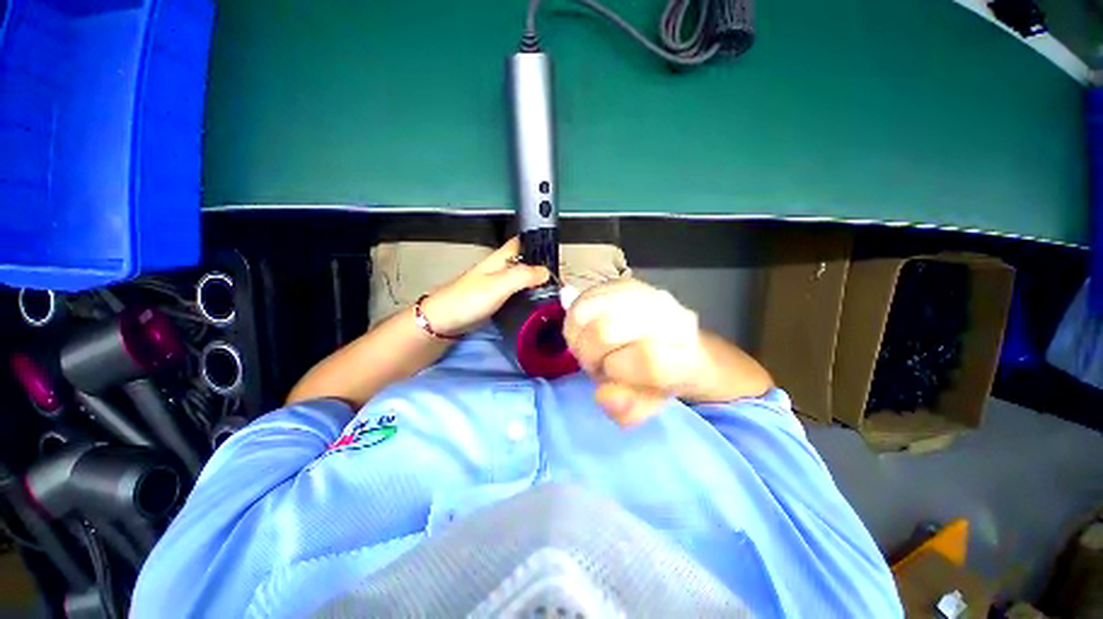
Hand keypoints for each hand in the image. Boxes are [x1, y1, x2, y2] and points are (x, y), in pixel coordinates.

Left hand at [421, 238, 549, 335]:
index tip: (560, 256)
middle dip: (544, 266)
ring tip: (558, 291)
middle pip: (527, 261)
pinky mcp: (497, 298)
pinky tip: (540, 302)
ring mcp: (499, 283)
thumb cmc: (470, 299)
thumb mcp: (499, 284)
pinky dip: (530, 294)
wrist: (444, 321)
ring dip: (539, 281)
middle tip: (563, 279)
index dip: (541, 245)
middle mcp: (502, 267)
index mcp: (501, 257)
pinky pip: (519, 292)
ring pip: (524, 277)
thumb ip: (524, 276)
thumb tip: (547, 272)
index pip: (525, 242)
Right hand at [563, 278, 707, 425]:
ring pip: (586, 311)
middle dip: (589, 355)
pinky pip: (581, 298)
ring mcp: (642, 292)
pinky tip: (586, 330)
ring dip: (579, 336)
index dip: (617, 371)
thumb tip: (602, 394)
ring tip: (590, 347)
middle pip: (604, 331)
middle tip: (596, 364)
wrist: (675, 343)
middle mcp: (667, 314)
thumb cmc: (661, 380)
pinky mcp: (620, 282)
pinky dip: (575, 320)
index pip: (648, 360)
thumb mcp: (648, 405)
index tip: (612, 376)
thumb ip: (628, 409)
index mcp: (685, 352)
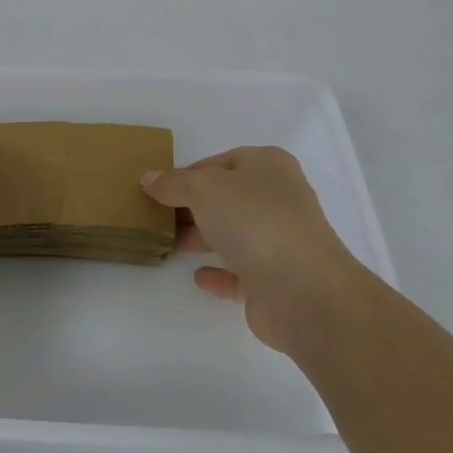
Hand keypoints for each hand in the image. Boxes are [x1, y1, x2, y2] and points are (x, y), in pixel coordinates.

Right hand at [141, 146, 366, 352]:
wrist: (303, 290)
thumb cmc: (254, 221)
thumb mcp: (203, 188)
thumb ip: (174, 183)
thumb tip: (149, 178)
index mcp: (269, 167)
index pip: (223, 161)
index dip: (191, 172)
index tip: (161, 187)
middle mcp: (280, 200)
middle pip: (229, 198)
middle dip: (194, 206)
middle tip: (159, 215)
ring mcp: (281, 241)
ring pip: (235, 234)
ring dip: (204, 237)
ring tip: (170, 243)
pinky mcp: (277, 281)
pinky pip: (241, 272)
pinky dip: (220, 272)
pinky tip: (197, 276)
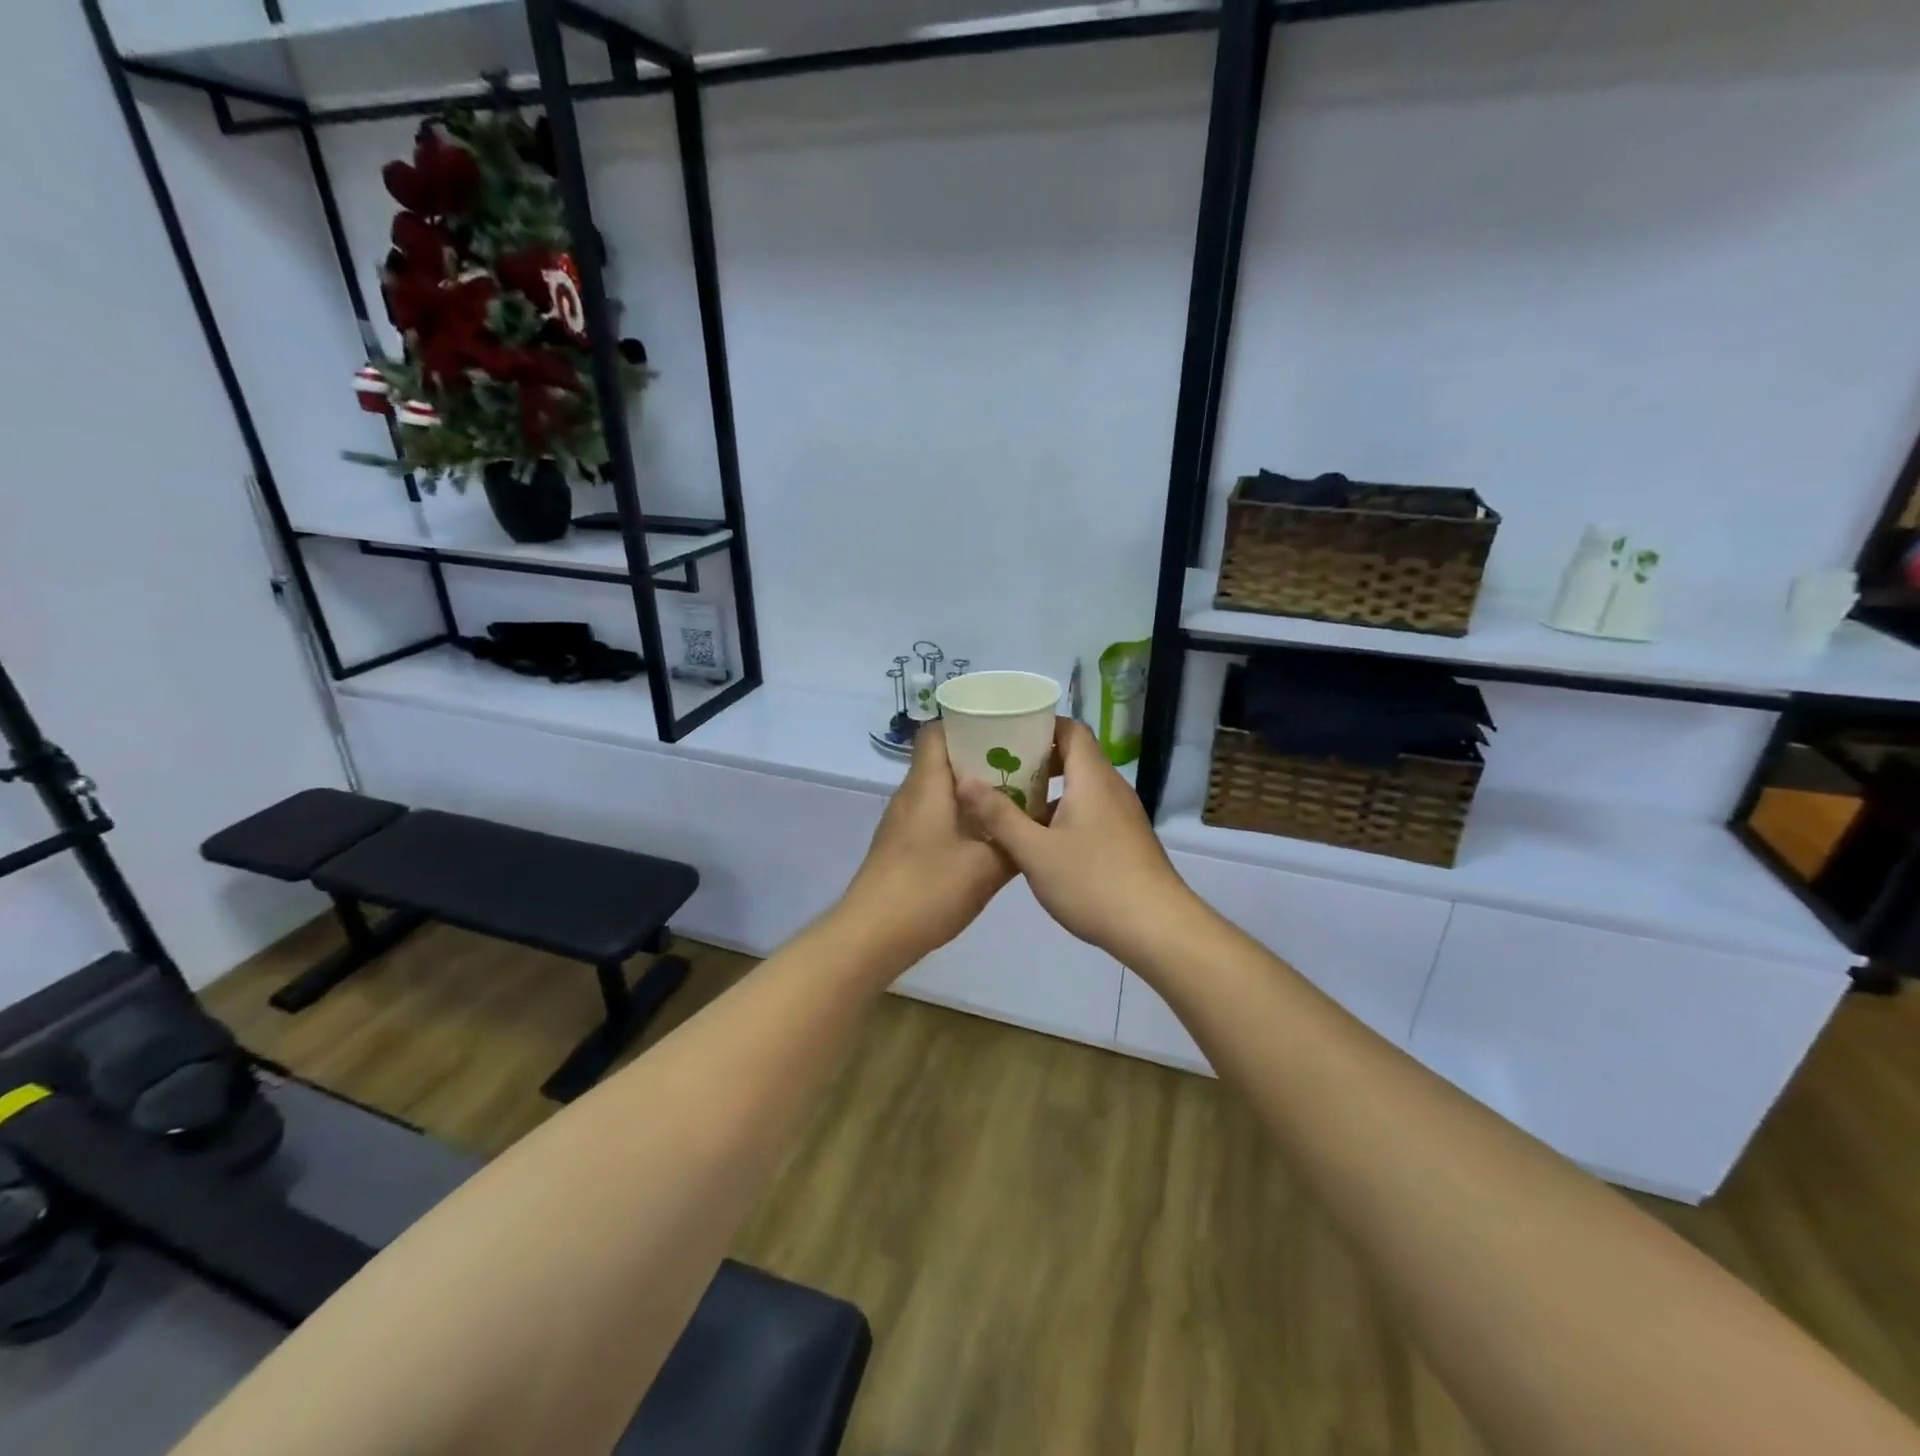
# # # #
Problem to solve
Give the records again exactly as they stand, so that only the pictures are missing.

Solution for this exercise
Hand keypoints for each hand in the image. Boxes are [x1, y1, x2, y2] and points are (x, y), in pixel coordinates.

Left hand at [421, 238, 549, 335]:
index tip: (560, 256)
middle dip: (544, 266)
ring tip: (558, 291)
middle pip: (527, 261)
pinky mcp: (497, 298)
pinky tip: (540, 302)
ring mcp: (499, 283)
thumb cmc: (470, 299)
thumb mcp: (499, 284)
pinky dip: (530, 294)
wrist: (444, 321)
ring dip: (539, 281)
middle tip: (563, 279)
index dip: (541, 245)
middle mcp: (502, 267)
index mcp: (501, 257)
pinky pip: (519, 292)
ring pip: (524, 277)
thumb ip: (524, 276)
thumb tip: (547, 272)
index pip: (525, 242)
Right hand at [563, 278, 707, 425]:
ring pip: (586, 311)
middle dip: (589, 355)
pinky pip: (581, 298)
ring mcp: (642, 292)
pinky tip: (586, 330)
ring dip: (579, 336)
index dip: (617, 371)
thumb tip: (602, 394)
ring tip: (590, 347)
middle pip: (604, 331)
middle tip: (596, 364)
wrist: (675, 343)
middle mcp: (667, 314)
thumb cmc: (661, 380)
pinky mcp: (620, 282)
pinky dip: (575, 320)
index pip: (648, 360)
thumb mcp: (648, 405)
index tip: (612, 376)
thumb ip: (628, 409)
index mcp: (685, 352)
Hand keypoints for each hand in the image. Boxes are [x1, y1, x2, y2] and points are (x, y), in pixel coordinates.

Right hand at [141, 146, 366, 352]:
wrist: (303, 290)
thumb cmc: (254, 221)
thumb mcp: (203, 188)
thumb ip: (174, 183)
thumb tip: (149, 178)
index mcp: (269, 167)
index pip: (223, 161)
index dip: (191, 172)
index tip: (161, 187)
middle mcp: (280, 200)
middle pip: (229, 198)
middle dip: (194, 206)
middle tip: (159, 215)
ring mcp: (281, 241)
ring pip: (235, 234)
ring dip: (204, 237)
ring tip: (170, 243)
pinky mcp: (277, 281)
pinky pip: (241, 272)
pinky dip: (220, 272)
pinky tip: (197, 276)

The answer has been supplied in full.